- **What to produce**:
In the material below, how many lines contain "roads"? Answer with the number alone.

══════════════════════════════

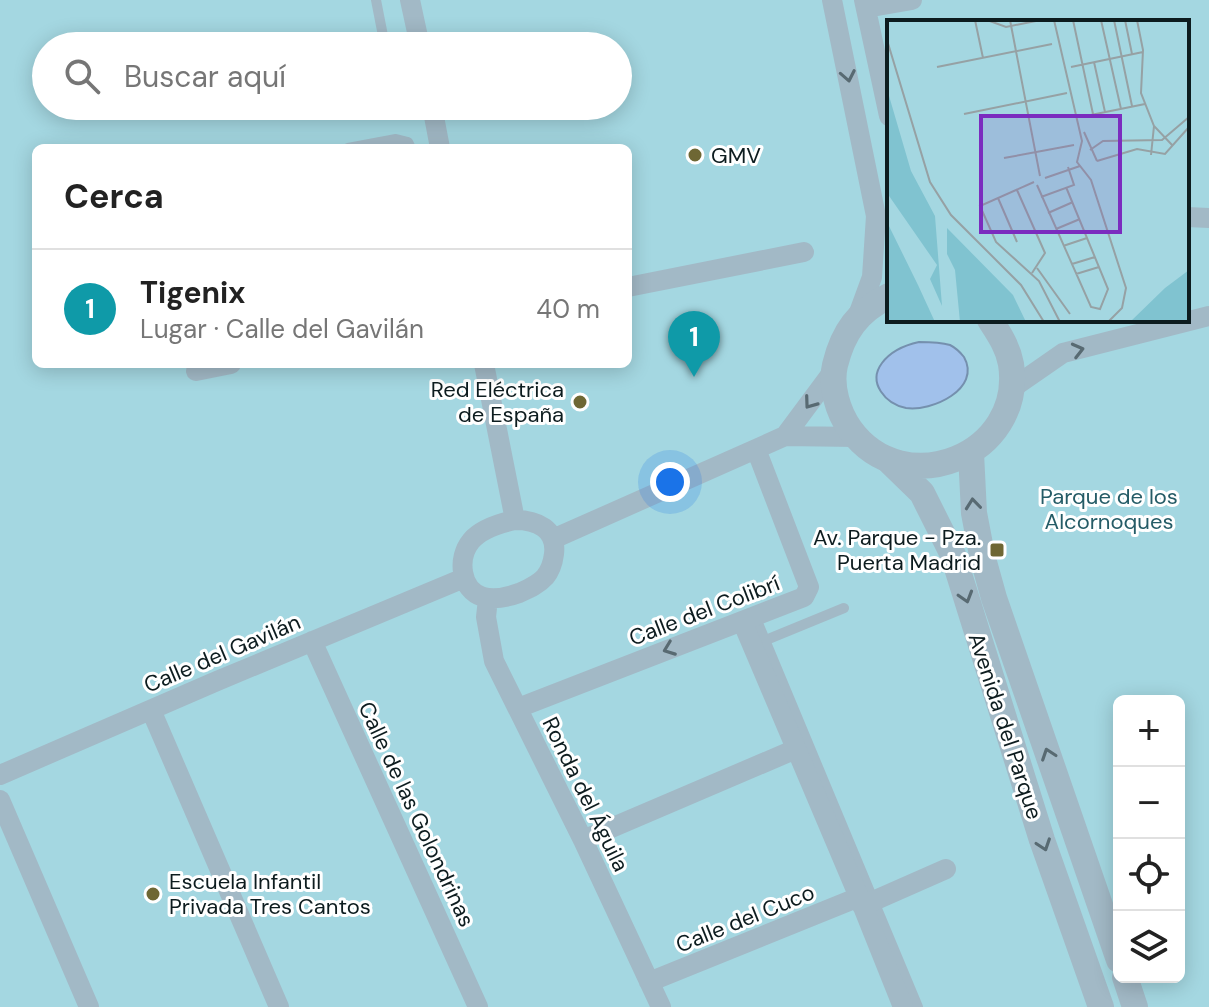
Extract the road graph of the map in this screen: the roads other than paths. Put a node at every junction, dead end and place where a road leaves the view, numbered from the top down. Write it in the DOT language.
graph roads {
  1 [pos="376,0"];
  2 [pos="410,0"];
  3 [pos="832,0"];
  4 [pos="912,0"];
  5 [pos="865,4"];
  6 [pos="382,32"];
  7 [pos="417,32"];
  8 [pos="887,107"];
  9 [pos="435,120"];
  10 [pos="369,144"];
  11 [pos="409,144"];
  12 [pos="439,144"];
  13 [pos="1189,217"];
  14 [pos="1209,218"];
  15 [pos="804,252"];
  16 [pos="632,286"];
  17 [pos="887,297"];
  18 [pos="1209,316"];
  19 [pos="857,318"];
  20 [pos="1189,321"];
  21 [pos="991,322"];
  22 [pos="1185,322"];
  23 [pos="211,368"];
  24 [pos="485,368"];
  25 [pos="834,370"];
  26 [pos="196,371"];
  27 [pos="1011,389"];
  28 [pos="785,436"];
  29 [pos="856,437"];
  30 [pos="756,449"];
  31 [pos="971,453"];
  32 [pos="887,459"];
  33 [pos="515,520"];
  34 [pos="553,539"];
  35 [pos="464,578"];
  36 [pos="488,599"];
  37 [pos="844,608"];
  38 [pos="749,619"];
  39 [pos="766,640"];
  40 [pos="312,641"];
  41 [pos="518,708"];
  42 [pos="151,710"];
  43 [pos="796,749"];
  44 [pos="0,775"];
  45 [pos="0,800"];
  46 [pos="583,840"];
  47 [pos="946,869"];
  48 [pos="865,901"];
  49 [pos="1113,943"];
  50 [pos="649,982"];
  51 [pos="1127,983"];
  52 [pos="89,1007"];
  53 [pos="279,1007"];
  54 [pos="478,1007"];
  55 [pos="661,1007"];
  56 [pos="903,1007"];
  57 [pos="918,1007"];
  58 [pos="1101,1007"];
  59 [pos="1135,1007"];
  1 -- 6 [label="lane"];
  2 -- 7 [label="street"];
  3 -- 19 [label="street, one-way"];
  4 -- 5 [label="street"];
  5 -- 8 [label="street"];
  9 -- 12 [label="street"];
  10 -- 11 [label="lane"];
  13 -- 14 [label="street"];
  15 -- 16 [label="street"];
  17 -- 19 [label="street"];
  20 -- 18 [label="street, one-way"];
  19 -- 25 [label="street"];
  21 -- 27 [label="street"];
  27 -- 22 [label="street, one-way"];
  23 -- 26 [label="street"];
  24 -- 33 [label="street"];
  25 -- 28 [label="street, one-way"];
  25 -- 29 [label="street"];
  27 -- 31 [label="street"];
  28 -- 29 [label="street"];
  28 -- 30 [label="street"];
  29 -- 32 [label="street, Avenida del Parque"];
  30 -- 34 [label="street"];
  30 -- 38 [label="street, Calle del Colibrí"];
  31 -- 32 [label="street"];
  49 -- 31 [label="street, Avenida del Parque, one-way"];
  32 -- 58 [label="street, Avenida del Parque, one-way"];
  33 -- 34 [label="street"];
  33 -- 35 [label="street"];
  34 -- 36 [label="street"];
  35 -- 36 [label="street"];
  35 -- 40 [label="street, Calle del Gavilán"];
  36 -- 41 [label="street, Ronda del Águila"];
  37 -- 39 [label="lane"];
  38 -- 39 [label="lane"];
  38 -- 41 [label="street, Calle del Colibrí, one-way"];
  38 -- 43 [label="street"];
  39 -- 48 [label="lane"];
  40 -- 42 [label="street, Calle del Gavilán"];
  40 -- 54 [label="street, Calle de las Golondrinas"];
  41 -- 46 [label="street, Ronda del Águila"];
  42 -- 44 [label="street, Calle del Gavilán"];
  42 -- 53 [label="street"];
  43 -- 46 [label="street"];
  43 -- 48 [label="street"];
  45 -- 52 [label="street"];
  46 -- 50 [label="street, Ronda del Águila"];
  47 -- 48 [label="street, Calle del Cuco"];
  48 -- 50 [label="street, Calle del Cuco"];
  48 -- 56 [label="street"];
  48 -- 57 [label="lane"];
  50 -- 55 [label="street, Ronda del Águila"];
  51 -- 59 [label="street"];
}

══════════════════════════════

- **Answer to this exercise**:
2